- _Problem statement_
Line filter on the word "Fougeray": copy each matching line from the entries.

Saved entries
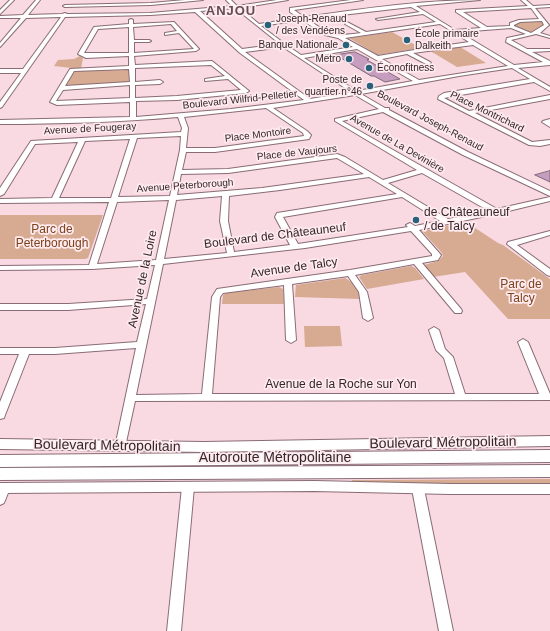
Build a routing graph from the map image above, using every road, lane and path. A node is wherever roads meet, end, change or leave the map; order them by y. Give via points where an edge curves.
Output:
1 (12, 0) edge
2 (38, 0) edge
3 (70, 0) edge
4 (75, 0) edge
5 (201, 0) edge
6 (228, 0) edge
7 (236, 0) edge
8 (276, 0) edge
9 (286, 0) edge
10 (361, 0) edge
11 (403, 0) edge
12 (478, 0) edge
13 (523, 0) edge
14 (150, 2) edge
15 (410, 5) junction
16 (65, 6) junction
17 (71, 6) junction
18 (239, 6) junction
19 (550, 6) edge
20 (532, 7) junction
21 (197, 11) junction
22 (0, 13) edge
23 (424, 13) junction
24 (154, 14) junction
25 (130, 15) junction
26 (0, 16) edge
27 (26, 16) junction
28 (61, 16) junction
29 (543, 17) junction
30 (302, 18) junction
31 (378, 19) dead end
32 (506, 19) dead end
33 (516, 22) junction
34 (347, 23) dead end
35 (440, 23) junction
36 (265, 24) junction
37 (131, 25) junction
38 (258, 25) junction
39 (549, 25) edge
40 (512, 26) junction
41 (485, 28) junction
42 (454, 31) junction
43 (180, 32) junction
44 (365, 33) junction
45 (535, 33) junction
46 (167, 34) dead end
47 (340, 36) junction
48 (548, 36) edge
49 (131, 41) junction
50 (149, 41) dead end
51 (474, 43) junction
52 (292, 45) junction
53 (0, 46) edge
54 (285, 46) junction
55 (358, 47) junction
56 (550, 50) edge
57 (241, 51) junction
58 (527, 51) junction
59 (408, 52) junction
60 (131, 54) junction
61 (307, 56) junction
62 (300, 57) junction
63 (377, 58) junction
64 (428, 63) dead end
65 (549, 63) edge
66 (512, 66) junction
67 (132, 68) junction
68 (326, 68) junction
69 (320, 70) junction
70 (0, 71) edge
71 (22, 71) junction
72 (229, 77) junction
73 (207, 80) dead end
74 (535, 80) junction
75 (160, 82) dead end
76 (343, 82) junction
77 (419, 82) junction
78 (132, 84) junction
79 (61, 88) junction
80 (550, 88) edge
81 (360, 93) junction
82 (0, 97) edge
83 (550, 97) edge
84 (132, 100) junction
85 (309, 101) junction
86 (0, 106) edge
87 (268, 107) junction
88 (387, 109) junction
89 (468, 112) junction
90 (181, 116) junction
91 (133, 119) junction
92 (550, 121) edge
93 (0, 122) edge
94 (550, 125) edge
95 (185, 134) junction
96 (134, 137) junction
97 (82, 140) junction
98 (550, 142) edge
99 (184, 150) junction
100 (423, 171) junction
101 (179, 172) junction
102 (370, 174) junction
103 (383, 182) junction
104 (550, 189) edge
105 (0, 194) edge
106 (226, 194) junction
107 (550, 194) edge
108 (404, 195) junction
109 (173, 198) junction
110 (550, 199) edge
111 (55, 200) junction
112 (114, 200) junction
113 (0, 201) edge
114 (494, 210) junction
115 (445, 220) junction
116 (411, 226) junction
117 (550, 233) edge
118 (293, 245) junction
119 (230, 253) junction
120 (160, 260) junction
121 (416, 262) junction
122 (0, 263) edge
123 (93, 265) junction
124 (0, 268) edge
125 (350, 273) junction
126 (550, 273) edge
127 (288, 282) junction
128 (151, 301) junction
129 (0, 307) edge
130 (458, 311) dead end
131 (368, 318) dead end
132 (434, 330) dead end
133 (291, 340) dead end
134 (523, 342) dead end
135 (142, 345) junction
136 (0, 351) edge
137 (25, 352) junction
138 (548, 397) edge
139 (131, 398) junction
140 (207, 398) junction
141 (461, 398) junction
142 (0, 415) edge
143 (550, 441) edge
144 (0, 444) edge
145 (120, 447) junction
146 (0, 454) edge
147 (550, 456) edge
148 (85, 459) junction
149 (0, 461) edge
150 (550, 471) edge
151 (188, 487) junction
152 (1, 488) edge
153 (418, 489) junction
154 (550, 489) edge
155 (174, 631) edge
156 (446, 631) edge

1 - 22 street
2 - 27 street
3 - 16 street
4 - 17 street
5 - 14 street
6 - 18 street, Boulevard Joseph-Renaud
7 - 18 street, Boulevard Joseph-Renaud
8 - 18 street
9 - 18 street
10 - 30 street via 292,9
11 - 15 street
12 - 15 street
13 - 20 street
14 - 17 street
14 - 24 street
15 - 23 street
15 - 30 street
16 - 17 street
16 - 28 street
17 - 28 street
18 - 21 street
18 - 36 street, Boulevard Joseph-Renaud
18 - 38 street, Boulevard Joseph-Renaud
19 - 20 street
20 - 29 street
20 - 41 street via 458,11
21 - 24 street
21 - 57 street
23 - 31 street
23 - 35 street
24 - 25 street
25 - 28 street
25 - 37 street
26 - 27 street
27 - 28 street
27 - 53 street
28 - 71 street
29 - 33 street
29 - 39 street
30 - 36 street
30 - 47 street via 327,34
32 - 33 street
33 - 40 street
34 - 44 street
35 - 42 street
35 - 44 street
36 - 38 street
36 - 52 street, Boulevard Joseph-Renaud
37 - 43 street via 170,23
37 - 49 street
37 - 60 street via 96,28 81,54
38 - 54 street, Boulevard Joseph-Renaud
39 - 45 street
40 - 41 street
40 - 45 street via 517,30
41 - 42 street
42 - 51 street
43 - 46 street
43 - 60 street via 198,49
44 - 47 street
45 - 48 street
45 - 58 street via 507,40
47 - 55 street
49 - 50 street
49 - 60 street
51 - 59 street
51 - 66 street
52 - 54 street
52 - 61 street, Boulevard Joseph-Renaud
54 - 57 street
54 - 62 street, Boulevard Joseph-Renaud
55 - 61 street
55 - 63 street
56 - 58 street
57 - 85 street
58 - 65 street
59 - 63 street
59 - 64 street
60 - 67 street
61 - 62 street
61 - 68 street, Boulevard Joseph-Renaud
62 - 69 street, Boulevard Joseph-Renaud
63 - 77 street
65 - 66 street, Boulevard Wilfrid-Pelletier
66 - 74 street
66 - 77 street, Boulevard Wilfrid-Pelletier
67 - 72 street via 209,62 214,63
67 - 78 street
67 - 79 street via 72,70
68 - 69 street
68 - 76 street, Boulevard Joseph-Renaud
69 - 76 street, Boulevard Joseph-Renaud
70 - 71 street
71 - 82 street
71 - 86 street
72 - 73 street
72 - 84 street via 246,91
74 - 80 street
74 - 89 street, Place Montrichard via 484,87 441,97
75 - 78 street
76 - 81 street, Boulevard Joseph-Renaud
77 - 81 street, Boulevard Wilfrid-Pelletier
78 - 79 street
78 - 84 street
79 - 84 street via 53,102
81 - 85 street, Boulevard Wilfrid-Pelletier
81 - 88 street, Boulevard Joseph-Renaud
83 - 89 street
84 - 91 street
85 - 87 street, Boulevard Wilfrid-Pelletier
87 - 90 street, Boulevard Wilfrid-Pelletier
87 - 99 street, Place Montoire via 305,132 307,138 215,150
88 - 100 street, Avenue de La Devinière via 336,120
88 - 104 street, Boulevard Joseph-Renaud
88 - 107 street, Boulevard Joseph-Renaud
89 - 98 street, Place Montrichard via 531,144
90 - 91 street, Boulevard Wilfrid-Pelletier
90 - 95 street, Avenue de la Loire
91 - 93 street, Boulevard Wilfrid-Pelletier
92 - 94 street via 544,122
95 - 96 street, Avenue de Fougeray
95 - 99 street, Avenue de la Loire
96 - 97 street, Avenue de Fougeray
96 - 112 street
97 - 105 street, Avenue de Fougeray via 33,142
97 - 111 street
99 - 101 street, Avenue de la Loire
100 - 103 street
100 - 114 street, Avenue de La Devinière
101 - 102 street, Place de Vaujours via 228,171 337,156
101 - 109 street, Avenue de la Loire
102 - 103 street, Place de Vaujours
102 - 106 street, Avenue Peterborough
103 - 108 street, Place de Vaujours
106 - 109 street, Avenue Peterborough
106 - 119 street via 224,221
107 - 114 street, Boulevard de Châteauneuf
108 - 115 street, Place de Vaujours
108 - 118 street via 280,215
109 - 112 street, Avenue Peterborough
109 - 120 street, Avenue de la Loire
110 - 114 street, Boulevard de Châteauneuf
111 - 112 street, Avenue Peterborough
111 - 113 street, Avenue Peterborough
112 - 123 street
114 - 115 street, Boulevard de Châteauneuf
115 - 116 street, Boulevard de Châteauneuf
116 - 118 street, Boulevard de Châteauneuf
116 - 121 street, Avenue de Talcy via 437,255 432,259
117 - 126 street via 512,242 511,245
118 - 119 street, Boulevard de Châteauneuf
119 - 120 street, Boulevard de Châteauneuf
120 - 123 street, Boulevard de Châteauneuf
120 - 128 street, Avenue de la Loire
121 - 125 street, Avenue de Talcy
121 - 130 street
122 - 123 street, Boulevard de Châteauneuf
123 - 124 street, Boulevard de Châteauneuf
125 - 127 street, Avenue de Talcy
125 - 131 street via 363,292
127 - 133 street
127 - 140 street, Avenue de Talcy via 223,290 217,294
128 - 129 street via 68,307
128 - 135 street, Avenue de la Loire
132 - 141 street via 441,350 448,356
134 - 138 street
135 - 137 street
135 - 139 street, Avenue de la Loire
136 - 137 street
137 - 142 street
138 - 141 street, Avenue de la Roche sur Yon
139 - 140 street, Avenue de la Roche sur Yon
139 - 145 street, Avenue de la Loire
140 - 141 street, Avenue de la Roche sur Yon
143 - 145 main road, Boulevard Métropolitain
144 - 145 main road, Boulevard Métropolitain
146 - 148 highway
147 - 148 highway, Autoroute Métropolitaine
148 - 149 highway, Autoroute Métropolitaine
150 - 152 highway, Autoroute Métropolitaine
151 - 152 main road
151 - 153 main road via 320,486
151 - 155 street
153 - 154 main road
153 - 156 street

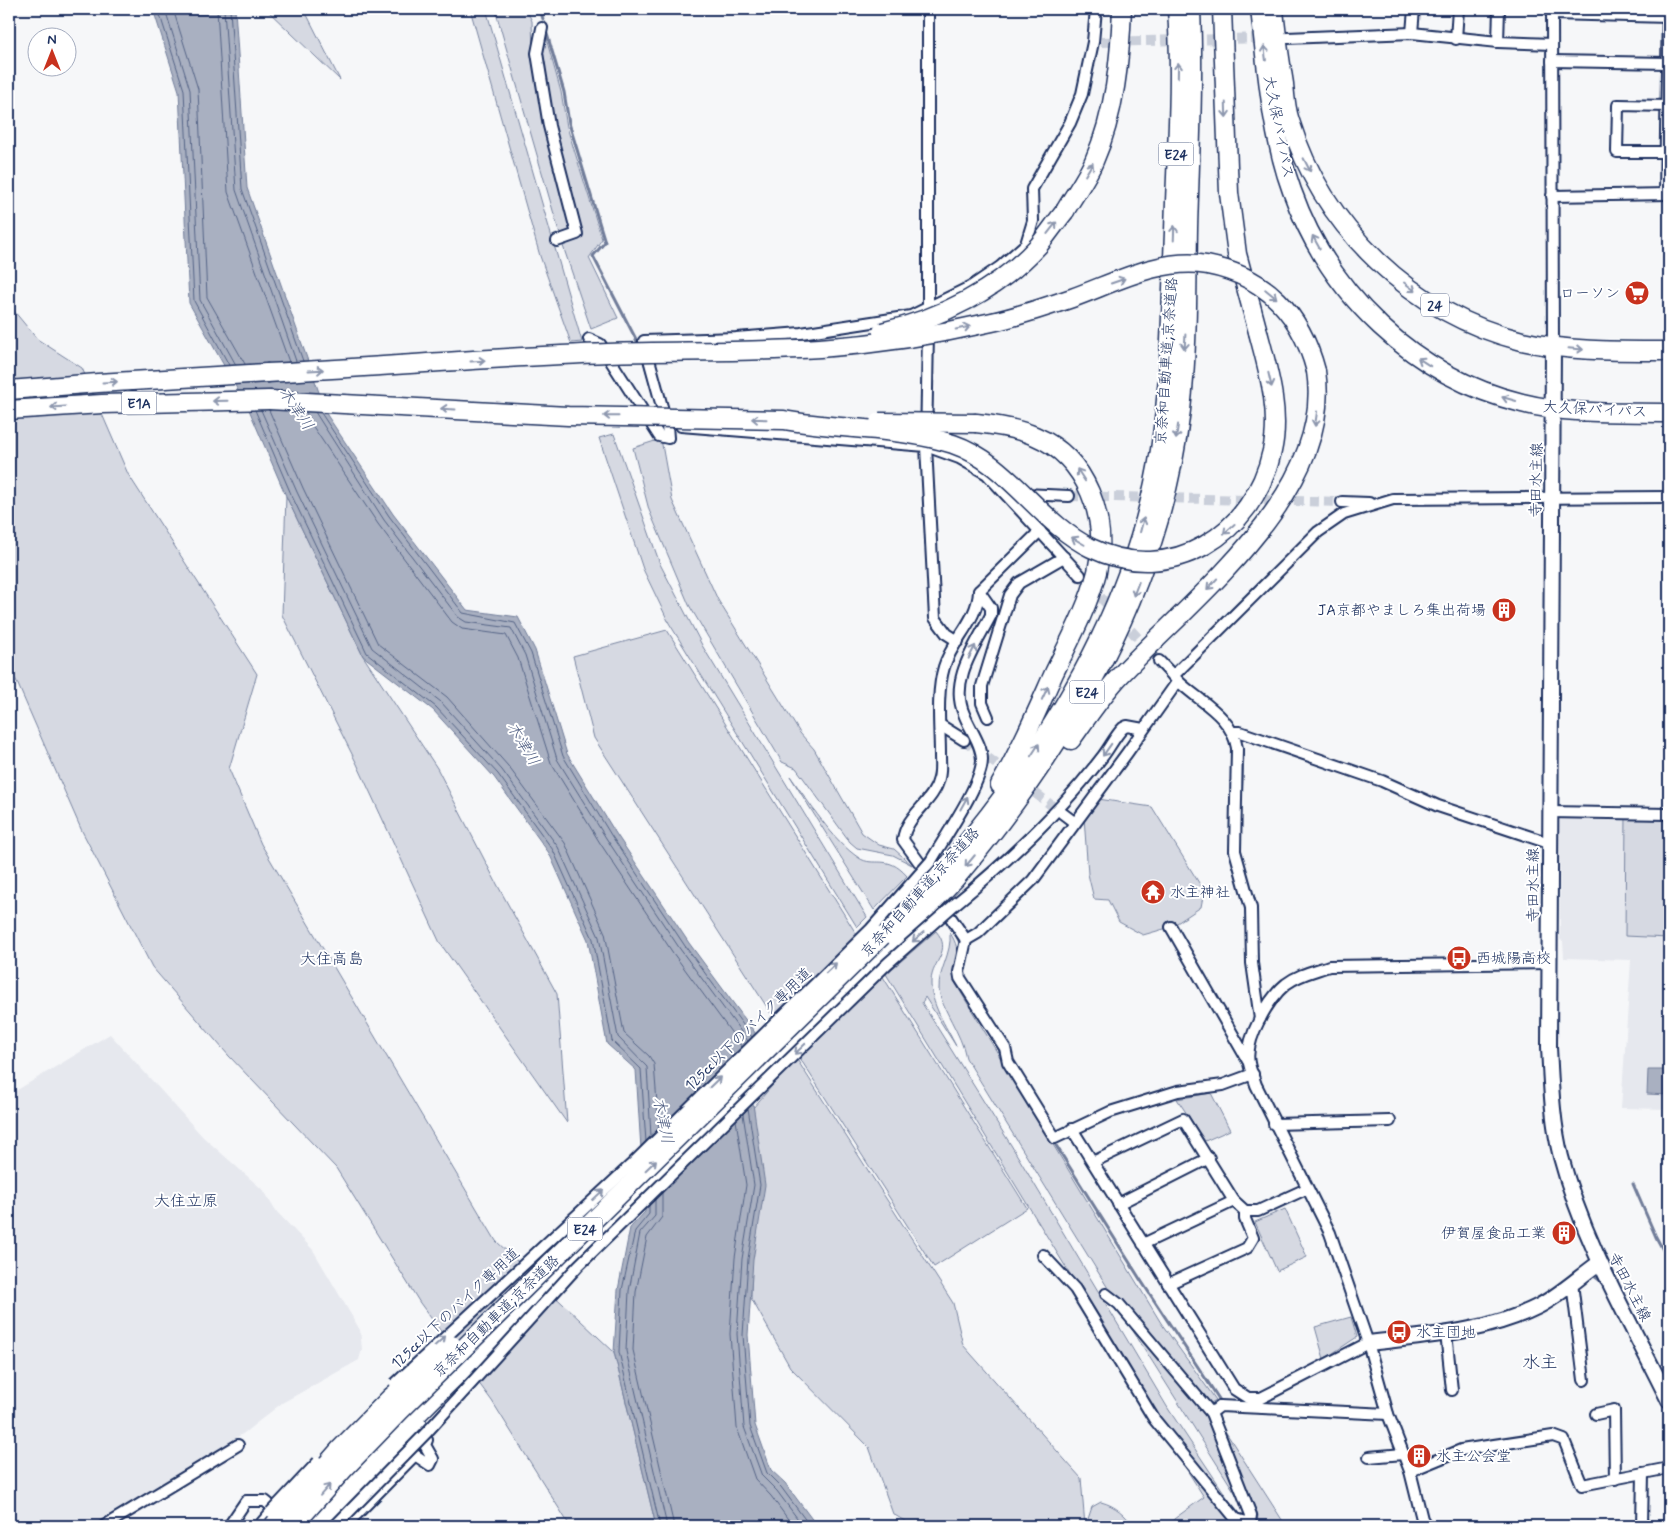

- _Exercise output_
95 - 96 street, Avenue de Fougeray
96 - 97 street, Avenue de Fougeray
97 - 105 street, Avenue de Fougeray via 33,142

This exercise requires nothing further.